Clotel; or, The President's Daughter

Style

According to Brown in its preface, he wrote Clotel as a polemic narrative[21] against slavery, written for a British audience:

If the incidents set forth in the following pages should add anything new to the information already given to the Public through similar publications, and should thereby aid in bringing British influence to bear upon American slavery, the main object for which this work was written will have been accomplished.

— —Preface, Page 47[22]

It is also considered a propagandistic narrative, in that Brown leveraged "sentimentality, melodrama, contrived plots, [and] newspaper articles" as devices "to damage the 'peculiar institution'[23] of slavery."[24]

Chapters predominantly open "with an epigraph underscoring the romance’s urgent message: 'chattel slavery in America undermines the entire social condition of man.'[25]"[26]

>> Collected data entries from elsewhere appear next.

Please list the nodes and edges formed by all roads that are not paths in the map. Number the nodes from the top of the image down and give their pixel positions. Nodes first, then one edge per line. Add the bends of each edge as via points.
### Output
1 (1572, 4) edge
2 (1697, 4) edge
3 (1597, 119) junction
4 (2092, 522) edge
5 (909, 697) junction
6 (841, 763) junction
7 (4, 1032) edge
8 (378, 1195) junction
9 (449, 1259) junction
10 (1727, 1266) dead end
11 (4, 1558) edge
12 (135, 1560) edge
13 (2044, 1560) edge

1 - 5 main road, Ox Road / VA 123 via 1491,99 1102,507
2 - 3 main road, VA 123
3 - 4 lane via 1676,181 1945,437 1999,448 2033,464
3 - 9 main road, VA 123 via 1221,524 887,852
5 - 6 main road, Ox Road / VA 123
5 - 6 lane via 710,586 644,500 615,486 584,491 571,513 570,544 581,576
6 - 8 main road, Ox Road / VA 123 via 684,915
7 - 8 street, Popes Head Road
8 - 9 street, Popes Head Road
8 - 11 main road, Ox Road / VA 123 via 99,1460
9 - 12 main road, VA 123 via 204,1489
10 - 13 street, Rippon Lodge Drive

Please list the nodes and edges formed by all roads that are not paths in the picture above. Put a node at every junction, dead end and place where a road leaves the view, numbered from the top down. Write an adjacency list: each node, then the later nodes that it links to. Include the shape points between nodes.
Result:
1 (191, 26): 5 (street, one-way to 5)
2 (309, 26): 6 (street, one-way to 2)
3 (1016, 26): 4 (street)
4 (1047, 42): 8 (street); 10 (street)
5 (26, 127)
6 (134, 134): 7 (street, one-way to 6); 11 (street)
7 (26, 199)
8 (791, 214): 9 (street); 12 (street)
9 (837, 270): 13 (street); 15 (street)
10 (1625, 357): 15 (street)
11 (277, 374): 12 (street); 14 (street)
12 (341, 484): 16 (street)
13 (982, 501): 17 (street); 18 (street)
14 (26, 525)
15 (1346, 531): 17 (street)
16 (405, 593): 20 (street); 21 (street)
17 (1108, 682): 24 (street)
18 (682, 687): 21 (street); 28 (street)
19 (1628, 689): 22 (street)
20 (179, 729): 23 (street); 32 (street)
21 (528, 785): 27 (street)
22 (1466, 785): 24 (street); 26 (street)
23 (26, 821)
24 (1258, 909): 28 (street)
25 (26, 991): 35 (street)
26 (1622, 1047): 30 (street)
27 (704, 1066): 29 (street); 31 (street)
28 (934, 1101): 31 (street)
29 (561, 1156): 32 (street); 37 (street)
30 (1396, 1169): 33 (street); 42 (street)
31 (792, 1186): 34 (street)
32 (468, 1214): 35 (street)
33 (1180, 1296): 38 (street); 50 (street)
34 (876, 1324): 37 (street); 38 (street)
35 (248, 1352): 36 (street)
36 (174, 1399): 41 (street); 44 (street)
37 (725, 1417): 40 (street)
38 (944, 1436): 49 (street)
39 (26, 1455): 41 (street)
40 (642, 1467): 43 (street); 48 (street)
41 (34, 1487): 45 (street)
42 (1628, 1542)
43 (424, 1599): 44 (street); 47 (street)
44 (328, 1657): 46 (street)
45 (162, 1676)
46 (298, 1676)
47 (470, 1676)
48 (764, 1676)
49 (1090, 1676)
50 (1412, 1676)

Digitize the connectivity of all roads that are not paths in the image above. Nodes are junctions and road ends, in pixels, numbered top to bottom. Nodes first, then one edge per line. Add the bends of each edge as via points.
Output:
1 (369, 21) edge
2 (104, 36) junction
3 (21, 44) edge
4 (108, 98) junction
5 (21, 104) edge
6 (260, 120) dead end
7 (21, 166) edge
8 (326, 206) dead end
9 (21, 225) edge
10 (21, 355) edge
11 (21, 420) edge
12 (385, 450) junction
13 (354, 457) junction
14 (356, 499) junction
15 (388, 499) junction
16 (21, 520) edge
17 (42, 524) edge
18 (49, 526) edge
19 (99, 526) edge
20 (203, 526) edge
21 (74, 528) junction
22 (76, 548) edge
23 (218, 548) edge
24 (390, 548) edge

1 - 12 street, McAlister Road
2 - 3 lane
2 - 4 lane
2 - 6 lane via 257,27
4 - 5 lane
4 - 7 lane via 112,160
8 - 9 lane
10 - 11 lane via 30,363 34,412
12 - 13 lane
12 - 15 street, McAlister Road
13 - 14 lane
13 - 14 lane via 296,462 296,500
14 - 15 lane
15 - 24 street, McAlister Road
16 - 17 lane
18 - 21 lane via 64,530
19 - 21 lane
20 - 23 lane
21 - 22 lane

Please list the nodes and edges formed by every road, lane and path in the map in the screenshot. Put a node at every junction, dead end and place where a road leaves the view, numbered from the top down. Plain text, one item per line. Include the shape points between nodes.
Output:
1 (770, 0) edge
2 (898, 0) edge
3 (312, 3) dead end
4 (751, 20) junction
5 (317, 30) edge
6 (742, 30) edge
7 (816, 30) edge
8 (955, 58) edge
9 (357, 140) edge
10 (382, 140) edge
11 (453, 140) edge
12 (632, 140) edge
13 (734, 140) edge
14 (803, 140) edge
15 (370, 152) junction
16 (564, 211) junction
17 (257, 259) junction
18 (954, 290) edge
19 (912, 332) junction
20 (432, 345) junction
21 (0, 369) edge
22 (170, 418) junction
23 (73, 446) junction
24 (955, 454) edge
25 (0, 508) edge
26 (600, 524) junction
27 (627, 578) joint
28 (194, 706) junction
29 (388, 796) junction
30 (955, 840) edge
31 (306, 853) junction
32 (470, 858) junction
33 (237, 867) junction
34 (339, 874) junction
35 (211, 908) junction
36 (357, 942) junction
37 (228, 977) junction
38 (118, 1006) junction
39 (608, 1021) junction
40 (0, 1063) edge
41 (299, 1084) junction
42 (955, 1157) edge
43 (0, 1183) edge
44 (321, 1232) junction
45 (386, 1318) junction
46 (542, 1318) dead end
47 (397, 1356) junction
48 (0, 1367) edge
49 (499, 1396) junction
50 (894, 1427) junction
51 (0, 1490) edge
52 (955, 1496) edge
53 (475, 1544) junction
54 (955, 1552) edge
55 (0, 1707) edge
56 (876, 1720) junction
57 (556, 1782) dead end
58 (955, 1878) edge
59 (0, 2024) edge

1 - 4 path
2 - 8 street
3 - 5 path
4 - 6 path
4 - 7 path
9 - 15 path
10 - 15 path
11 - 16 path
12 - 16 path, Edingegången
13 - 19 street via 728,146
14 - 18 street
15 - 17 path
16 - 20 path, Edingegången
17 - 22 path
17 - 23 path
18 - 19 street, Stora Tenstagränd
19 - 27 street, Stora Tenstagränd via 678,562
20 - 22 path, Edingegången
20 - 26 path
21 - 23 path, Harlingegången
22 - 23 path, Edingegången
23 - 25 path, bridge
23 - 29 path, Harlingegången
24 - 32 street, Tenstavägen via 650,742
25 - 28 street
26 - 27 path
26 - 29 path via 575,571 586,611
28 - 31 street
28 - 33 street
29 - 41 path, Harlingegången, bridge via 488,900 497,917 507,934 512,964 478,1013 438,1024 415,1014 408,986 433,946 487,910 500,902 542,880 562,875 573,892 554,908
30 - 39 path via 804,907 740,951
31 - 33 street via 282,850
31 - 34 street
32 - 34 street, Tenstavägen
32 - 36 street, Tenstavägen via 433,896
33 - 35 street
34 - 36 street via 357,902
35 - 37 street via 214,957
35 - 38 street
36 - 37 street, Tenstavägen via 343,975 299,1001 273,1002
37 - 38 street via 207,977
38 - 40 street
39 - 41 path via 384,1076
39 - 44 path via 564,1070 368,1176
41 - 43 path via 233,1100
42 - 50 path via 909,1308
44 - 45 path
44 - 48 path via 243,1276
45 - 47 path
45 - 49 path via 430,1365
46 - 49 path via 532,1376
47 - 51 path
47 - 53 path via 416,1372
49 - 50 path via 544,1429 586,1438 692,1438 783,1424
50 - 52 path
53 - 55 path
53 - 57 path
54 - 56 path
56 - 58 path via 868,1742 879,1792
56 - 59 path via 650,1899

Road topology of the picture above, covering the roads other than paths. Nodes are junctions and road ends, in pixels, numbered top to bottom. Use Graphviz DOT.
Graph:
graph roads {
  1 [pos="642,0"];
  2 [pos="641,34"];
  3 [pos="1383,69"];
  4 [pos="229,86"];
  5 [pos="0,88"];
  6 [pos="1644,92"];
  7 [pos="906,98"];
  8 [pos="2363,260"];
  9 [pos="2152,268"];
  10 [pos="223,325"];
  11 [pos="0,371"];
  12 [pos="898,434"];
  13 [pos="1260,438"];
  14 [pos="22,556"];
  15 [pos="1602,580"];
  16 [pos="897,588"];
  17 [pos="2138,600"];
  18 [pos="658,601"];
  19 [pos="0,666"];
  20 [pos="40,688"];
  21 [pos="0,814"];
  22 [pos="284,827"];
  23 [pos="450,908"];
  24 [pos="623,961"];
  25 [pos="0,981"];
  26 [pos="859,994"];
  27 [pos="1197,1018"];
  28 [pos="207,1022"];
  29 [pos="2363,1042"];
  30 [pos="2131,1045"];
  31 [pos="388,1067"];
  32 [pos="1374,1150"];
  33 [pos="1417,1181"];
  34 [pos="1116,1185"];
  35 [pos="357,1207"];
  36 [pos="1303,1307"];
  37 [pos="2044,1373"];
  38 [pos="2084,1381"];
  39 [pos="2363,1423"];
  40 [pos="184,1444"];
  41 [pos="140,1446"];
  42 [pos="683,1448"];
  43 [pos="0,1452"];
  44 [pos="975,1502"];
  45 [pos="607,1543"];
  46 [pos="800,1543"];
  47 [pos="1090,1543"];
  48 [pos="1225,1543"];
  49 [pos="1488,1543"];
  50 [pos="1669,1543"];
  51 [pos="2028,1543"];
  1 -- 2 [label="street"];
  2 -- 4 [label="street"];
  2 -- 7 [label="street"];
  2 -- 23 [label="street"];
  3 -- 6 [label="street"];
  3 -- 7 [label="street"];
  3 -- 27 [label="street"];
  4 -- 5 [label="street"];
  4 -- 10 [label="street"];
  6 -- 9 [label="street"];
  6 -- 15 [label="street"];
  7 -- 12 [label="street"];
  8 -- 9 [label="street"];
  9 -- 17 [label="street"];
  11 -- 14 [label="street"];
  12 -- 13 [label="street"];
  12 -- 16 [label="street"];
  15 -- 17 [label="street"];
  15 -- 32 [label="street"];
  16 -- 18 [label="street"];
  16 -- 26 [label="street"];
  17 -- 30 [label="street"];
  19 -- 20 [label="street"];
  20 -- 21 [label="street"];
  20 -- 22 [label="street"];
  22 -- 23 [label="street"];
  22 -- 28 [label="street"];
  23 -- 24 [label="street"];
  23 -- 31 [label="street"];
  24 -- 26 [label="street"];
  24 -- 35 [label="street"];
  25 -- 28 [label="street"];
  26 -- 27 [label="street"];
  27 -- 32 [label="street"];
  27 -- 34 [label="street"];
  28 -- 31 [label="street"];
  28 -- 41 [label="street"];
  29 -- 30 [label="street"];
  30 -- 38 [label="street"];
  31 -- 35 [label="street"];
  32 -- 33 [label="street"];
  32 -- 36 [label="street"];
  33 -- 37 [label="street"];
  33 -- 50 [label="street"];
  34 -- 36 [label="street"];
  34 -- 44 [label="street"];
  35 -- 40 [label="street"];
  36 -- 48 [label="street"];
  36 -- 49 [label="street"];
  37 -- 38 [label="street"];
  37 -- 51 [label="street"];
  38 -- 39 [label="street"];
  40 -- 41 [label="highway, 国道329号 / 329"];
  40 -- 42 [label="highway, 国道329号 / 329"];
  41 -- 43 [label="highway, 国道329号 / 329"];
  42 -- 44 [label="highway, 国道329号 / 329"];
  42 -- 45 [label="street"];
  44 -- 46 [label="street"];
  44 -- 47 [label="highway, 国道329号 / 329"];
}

Clotel is told through the use of a "third-person limited omniscient narrator." The narrator is "morally didactic and consistently ironic." The narrative is fragmented, in that it "combines fact, fiction, and external literary sources."[7] It presents the reader with a structure that is episodic and is informed by "legends, myths, music, and concrete eye-witness accounts of the fugitive slaves themselves." It also "draws on antislavery lectures and techniques," such as "abolitionist verse and fiction, newspaper stories and ads, legislative reports, public addresses, private letters, and personal anecdotes."[27]